« L’année 2018 s’est achevée dans un contexte social tendu et économique incertain. Quelques augures nous rejouent déjà les «subprimes», transformées, réinventées, nous privant d’une confiance pourtant indispensable à la prise de risque et donc à la croissance. La France, comme les pays de la zone Euro, s’essouffle depuis 2018 après une année 2017 record depuis dix ans, durant laquelle le PIB a gagné 2,3%. En 2019, voire en 2020, le PIB pourrait, au mieux, stagner aux environs de 1,5% comme en 2018. »
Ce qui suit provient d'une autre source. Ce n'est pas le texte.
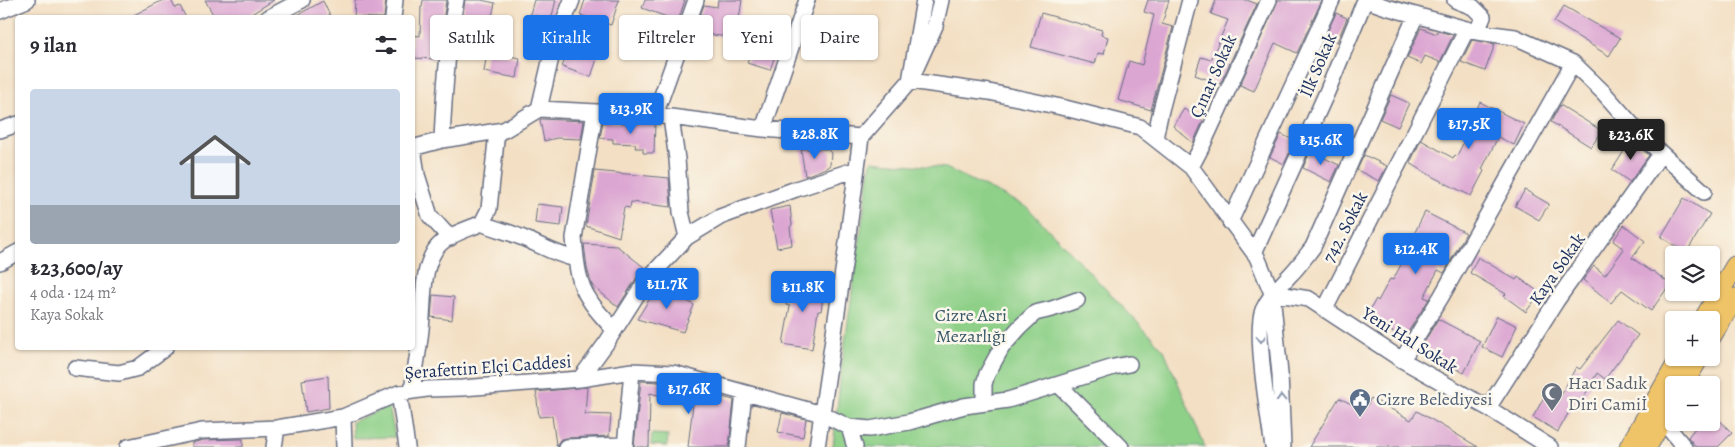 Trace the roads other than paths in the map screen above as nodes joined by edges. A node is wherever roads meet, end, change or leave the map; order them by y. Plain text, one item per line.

« Dans ces conditions, les business vont se tendre, les trésoreries se resserrer et les conditions de paiement se durcir. De plus, le risque commercial peut d’autant s’intensifier que le niveau de dettes des entreprises françaises est élevé et, contrairement à ses proches voisins européens, n’a cessé d’augmenter depuis le début de la crise pour représenter à l’automne dernier 73,3% du PIB contre 62,1% en zone euro. Cette situation rend nos entreprises d’autant plus vulnérables à la remontée des taux d’intérêt que, selon la Banque de France, 44 % de leur encours d’endettement est à taux variable. Les preneurs de risque, du crédit manager au conseiller en investissements financiers, vont devoir redoubler de vigilance dans l’évaluation de leurs opportunités d’affaires ou commerciales ; en 2019, 56 000 entreprises françaises pourraient connaître la défaillance. » conclut Thierry MILLON Directeur des études de la société Altares.